Il 2026 segnerà un passaggio cruciale nella maturazione del cloud, sempre più influenzato dall’intelligenza artificiale ma anche da una rinnovata attenzione ai costi, all’affidabilità e alla fiducia. Secondo le analisi di John Bradshaw, Field CTO Cloud EMEA di Akamai, il settore sta entrando in una fase più disciplinata, in cui l’innovazione non viene rallentata, ma indirizzata verso scelte tecnologiche più efficienti e orientate al valore reale per il business.
L’adozione dell’AI, ormai centrale nelle strategie aziendali, ha cambiato profondamente il modo in cui i dirigenti valutano gli investimenti IT. La crescente richiesta di potenza di calcolo e capacità di storage sta mettendo sotto pressione i modelli di spesa tradizionali, rendendo indispensabile un equilibrio più attento tra performance, costi e risultati concreti. In un’economia dell’AI che muove cifre enormi, diventa fondamentale dimostrare un ritorno misurabile sugli investimenti. I progetti privi di una chiara sostenibilità economica vengono ridimensionati o ripensati, portando alla luce architetture inefficienti e flussi di lavoro basati su risorse sovradimensionate.
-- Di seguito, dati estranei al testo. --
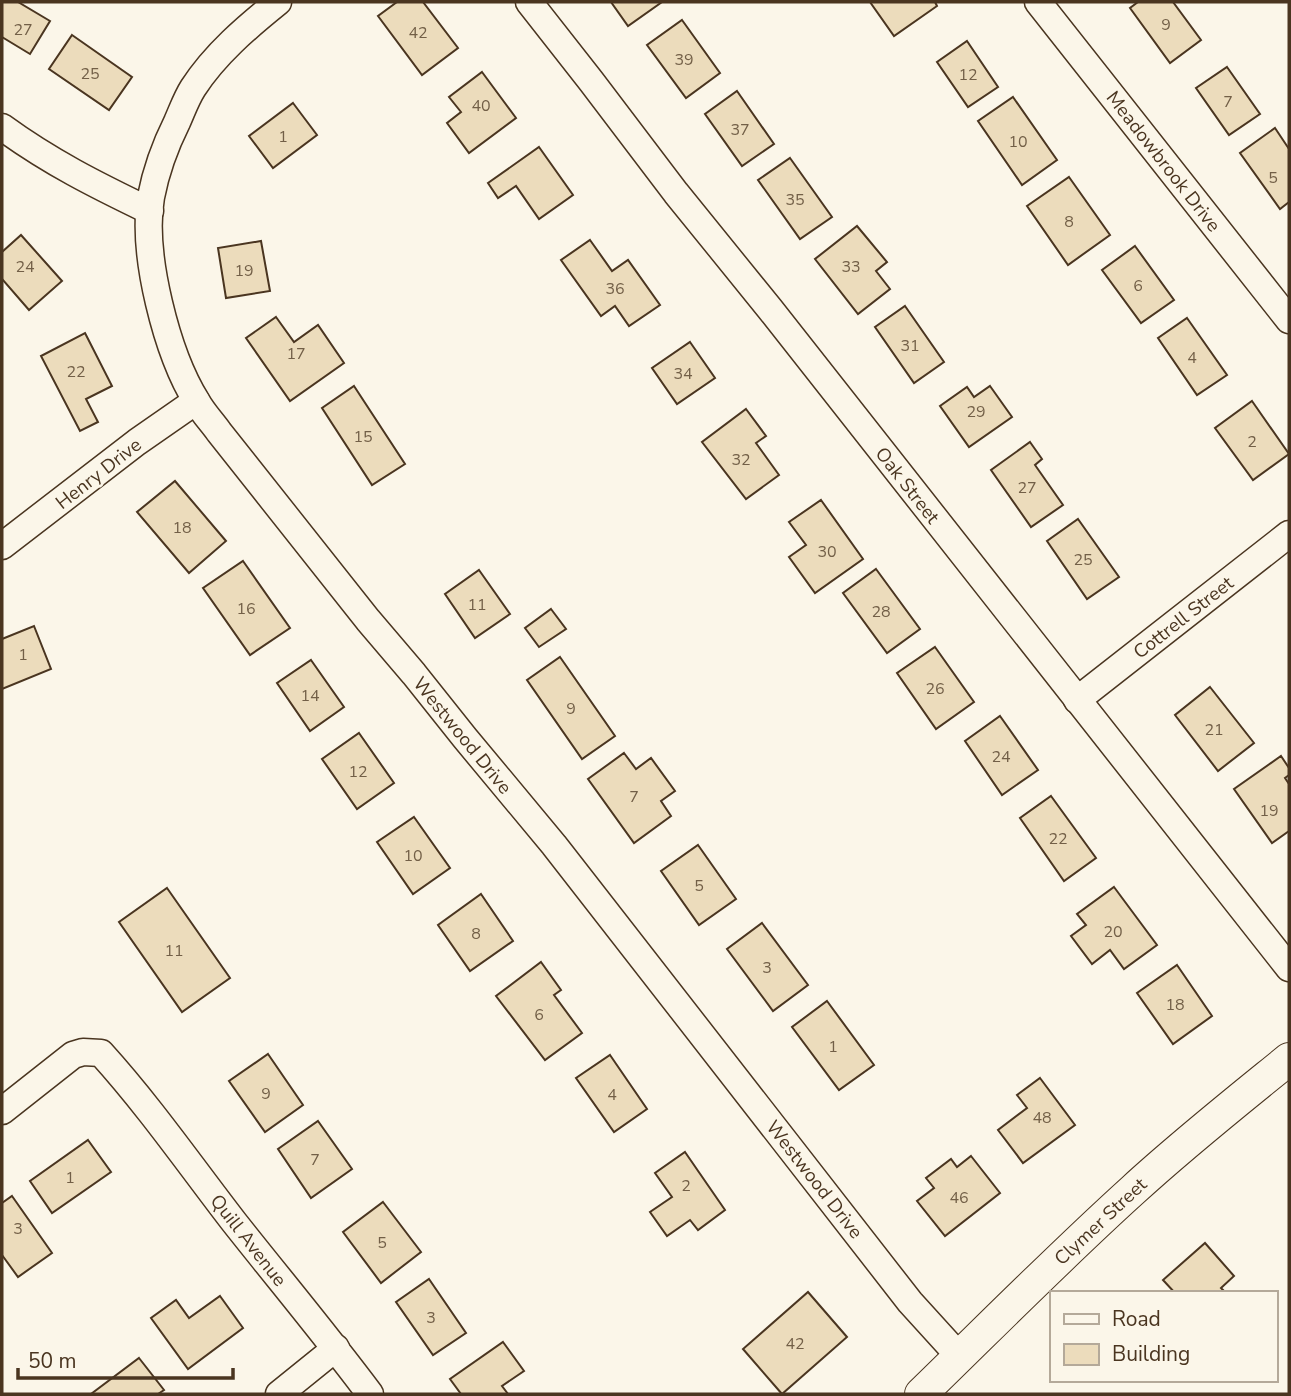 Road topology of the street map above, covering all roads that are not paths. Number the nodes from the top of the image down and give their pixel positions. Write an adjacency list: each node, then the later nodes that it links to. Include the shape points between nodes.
1 (278, 2): 5 (street, Westwood Drive, via 220,53 192,89 162,153)
2 (528, 2): 10 (street, Oak Street)
3 (1038, 2): 6 (street, Meadowbrook Drive)
4 (2, 127): 5 (street, via 77,176)
5 (150, 211): 7 (street, Westwood Drive, via 149,250 166,330)
6 (1289, 320)
7 (196, 401): 9 (street, Henry Drive); 15 (street, Westwood Drive, via 368,620 554,845 910,1301)
8 (1289, 534): 10 (street, Cottrell Street)
9 (2, 546)
10 (1077, 700): 11 (street, Oak Street)
11 (1289, 968)
12 (1289, 1059): 15 (street, Clymer Street, via 1134,1188)
13 (2, 1111): 14 (street, Quill Avenue, via 73,1055 101,1053)
14 (336, 1348): 16 (street); 17 (street, Quill Avenue)
15 (960, 1357): 18 (street, Clymer Street)
16 (279, 1394)
17 (370, 1394)
18 (920, 1394)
Questa maggiore attenzione al ROI non rappresenta un freno all’innovazione, ma piuttosto l’inizio di un’adozione dell’intelligenza artificiale più matura e consapevole. Il cloud smette di essere solo un centro di costo e diventa uno strumento strategico, capace di supportare soluzioni scalabili e architetture progettate per operare anche all’edge. In questo contesto, l’ottimizzazione delle risorse non è un limite, ma una leva per rendere l’innovazione sostenibile nel lungo periodo. Parallelamente, cresce la fiducia negli agenti AI, destinati a diventare parte integrante della vita quotidiana entro la fine del 2026. Assistenti digitali sempre più personalizzati gestiranno attività come appuntamenti, pagamenti ricorrenti o acquisti, richiedendo un intervento umano minimo. Non per necessità, ma per comodità. La loro capacità di adattarsi alle abitudini individuali e di riconoscere schemi comportamentali renderà l’interazione naturale e affidabile, al punto che “chiedere all’AI” diventerà un gesto spontaneo, sostituendo molte ricerche tradizionali.
Edge AI e fiducia operativa
Un elemento chiave di questa evoluzione è rappresentato dalla diffusione dell’Edge AI. Avvicinando i servizi cloud agli utenti finali, la latenza si riduce drasticamente e i margini di errore diminuiscono, rendendo i flussi di lavoro più rapidi, sicuri ed efficienti. Questa combinazione di prestazioni elevate e affidabilità alimenta la fiducia, prerequisito essenziale per l’adozione massiva degli agenti intelligenti. Le esperienze del 2025, segnate da interruzioni di servizio e incidenti di sicurezza, hanno però acceso un dibattito importante, soprattutto nel mondo della smart home. Consumatori e produttori hanno iniziato a interrogarsi su quanta intelligenza debba risiedere esclusivamente nel cloud. Dispositivi eccessivamente dipendenti dalla connettività rischiano infatti di tradire le aspettative degli utenti quando qualcosa smette di funzionare. Per i provider, la sfida non è spostare sempre più carichi nel cloud, ma distribuire le funzioni in modo più intelligente tra cloud ed edge.
Il futuro passa quindi attraverso architetture ibride, in cui le funzioni critiche operano localmente e si sincronizzano con il cloud quando possibile. Questo approccio rafforza affidabilità e fiducia, elementi centrali in un ecosistema sempre più connesso. Un’evoluzione simile interessa anche il mondo dello streaming, che dopo anni di crescita accelerata entra in una fase di consolidamento. Nel 2026 emergeranno le piattaforme capaci di offrire esperienze fluide, personalizzate e sostenibili, affrontando al tempo stesso le sfide legate ai costi, alla scoperta dei contenuti e alla fidelizzazione degli utenti. L’intelligenza artificiale avrà un ruolo decisivo nell’organizzazione delle library e nei sistemi di raccomandazione, migliorando l’efficienza dello storage e della distribuzione. In parallelo, infrastrutture flessibili e scalabili diventeranno indispensabili per rispondere a una domanda sempre più variabile, anche in presenza di modelli di abbonamento stagionali. L’evoluzione dello streaming e del cloud non segna un declino, ma l’ingresso in una fase più matura, in cui tecnologia, sostenibilità e valore per utenti e aziende trovano finalmente un equilibrio.